**TASK ITEM**
Would you please print the data a second time, exactly as it stands?

**RECORDS SHOWN**
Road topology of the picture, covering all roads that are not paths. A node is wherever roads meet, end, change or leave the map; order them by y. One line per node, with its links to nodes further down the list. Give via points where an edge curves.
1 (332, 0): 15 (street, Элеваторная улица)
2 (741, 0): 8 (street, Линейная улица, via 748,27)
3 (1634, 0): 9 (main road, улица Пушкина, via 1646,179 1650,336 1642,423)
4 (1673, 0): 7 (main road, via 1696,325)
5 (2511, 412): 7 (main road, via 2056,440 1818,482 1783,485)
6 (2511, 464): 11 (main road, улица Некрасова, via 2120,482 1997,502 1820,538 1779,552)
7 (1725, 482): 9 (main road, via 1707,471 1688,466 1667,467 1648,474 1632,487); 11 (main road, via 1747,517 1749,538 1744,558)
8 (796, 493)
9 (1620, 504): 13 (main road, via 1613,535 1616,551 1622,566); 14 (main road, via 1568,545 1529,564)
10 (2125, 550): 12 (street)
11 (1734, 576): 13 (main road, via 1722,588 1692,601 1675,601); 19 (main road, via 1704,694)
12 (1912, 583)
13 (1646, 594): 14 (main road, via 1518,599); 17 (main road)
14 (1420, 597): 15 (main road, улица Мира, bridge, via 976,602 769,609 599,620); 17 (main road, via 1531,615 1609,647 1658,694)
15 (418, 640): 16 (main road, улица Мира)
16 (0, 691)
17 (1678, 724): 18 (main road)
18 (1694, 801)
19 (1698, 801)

**RESULT OF THE TASK**
Road topology of the picture, covering all roads that are not paths. A node is wherever roads meet, end, change or leave the map; order them by y. One line per node, with its links to nodes further down the list. Give via points where an edge curves.
1 (332, 0): 15 (street, Элеваторная улица)
2 (741, 0): 8 (street, Линейная улица, via 748,27)
3 (1634, 0): 9 (main road, улица Пушкина, via 1646,179 1650,336 1642,423)
4 (1673, 0): 7 (main road, via 1696,325)
5 (2511, 412): 7 (main road, via 2056,440 1818,482 1783,485)
6 (2511, 464): 11 (main road, улица Некрасова, via 2120,482 1997,502 1820,538 1779,552)
7 (1725, 482): 9 (main road, via 1707,471 1688,466 1667,467 1648,474 1632,487); 11 (main road, via 1747,517 1749,538 1744,558)
8 (796, 493)
9 (1620, 504): 13 (main road, via 1613,535 1616,551 1622,566); 14 (main road, via 1568,545 1529,564)
10 (2125, 550): 12 (street)
11 (1734, 576): 13 (main road, via 1722,588 1692,601 1675,601); 19 (main road, via 1704,694)
12 (1912, 583)
13 (1646, 594): 14 (main road, via 1518,599); 17 (main road)
14 (1420, 597): 15 (main road, улица Мира, bridge, via 976,602 769,609 599,620); 17 (main road, via 1531,615 1609,647 1658,694)
15 (418, 640): 16 (main road, улица Мира)
16 (0, 691)
17 (1678, 724): 18 (main road)
18 (1694, 801)
19 (1698, 801)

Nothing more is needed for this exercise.